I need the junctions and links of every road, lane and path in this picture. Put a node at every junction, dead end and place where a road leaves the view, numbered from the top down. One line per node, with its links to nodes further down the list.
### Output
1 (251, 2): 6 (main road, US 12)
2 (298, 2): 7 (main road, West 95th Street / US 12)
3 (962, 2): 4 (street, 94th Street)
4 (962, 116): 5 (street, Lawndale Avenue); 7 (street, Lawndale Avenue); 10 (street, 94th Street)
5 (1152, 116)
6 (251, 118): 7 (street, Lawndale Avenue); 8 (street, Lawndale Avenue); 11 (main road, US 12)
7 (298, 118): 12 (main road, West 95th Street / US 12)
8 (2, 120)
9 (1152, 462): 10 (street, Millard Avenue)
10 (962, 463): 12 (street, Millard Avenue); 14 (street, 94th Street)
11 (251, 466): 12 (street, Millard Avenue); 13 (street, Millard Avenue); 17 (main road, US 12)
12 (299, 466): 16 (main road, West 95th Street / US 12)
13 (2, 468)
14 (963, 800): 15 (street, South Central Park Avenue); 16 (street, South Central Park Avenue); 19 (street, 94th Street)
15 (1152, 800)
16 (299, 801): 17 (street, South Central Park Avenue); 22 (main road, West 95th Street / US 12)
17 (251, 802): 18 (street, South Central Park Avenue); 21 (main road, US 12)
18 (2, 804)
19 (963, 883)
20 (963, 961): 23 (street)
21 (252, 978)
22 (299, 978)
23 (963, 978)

════════

PROBLEM DESCRIPTION ->
Would you please reproduce all of the lines above exactly?

SOLUTION FOR THIS EXERCISE ->
I need the junctions and links of every road, lane and path in this picture. Put a node at every junction, dead end and place where a road leaves the view, numbered from the top down. One line per node, with its links to nodes further down the list.
### Output
1 (251, 2): 6 (main road, US 12)
2 (298, 2): 7 (main road, West 95th Street / US 12)
3 (962, 2): 4 (street, 94th Street)
4 (962, 116): 5 (street, Lawndale Avenue); 7 (street, Lawndale Avenue); 10 (street, 94th Street)
5 (1152, 116)
6 (251, 118): 7 (street, Lawndale Avenue); 8 (street, Lawndale Avenue); 11 (main road, US 12)
7 (298, 118): 12 (main road, West 95th Street / US 12)
8 (2, 120)
9 (1152, 462): 10 (street, Millard Avenue)
10 (962, 463): 12 (street, Millard Avenue); 14 (street, 94th Street)
11 (251, 466): 12 (street, Millard Avenue); 13 (street, Millard Avenue); 17 (main road, US 12)
12 (299, 466): 16 (main road, West 95th Street / US 12)
13 (2, 468)
14 (963, 800): 15 (street, South Central Park Avenue); 16 (street, South Central Park Avenue); 19 (street, 94th Street)
15 (1152, 800)
16 (299, 801): 17 (street, South Central Park Avenue); 22 (main road, West 95th Street / US 12)
17 (251, 802): 18 (street, South Central Park Avenue); 21 (main road, US 12)
18 (2, 804)
19 (963, 883)
20 (963, 961): 23 (street)
21 (252, 978)
22 (299, 978)
23 (963, 978)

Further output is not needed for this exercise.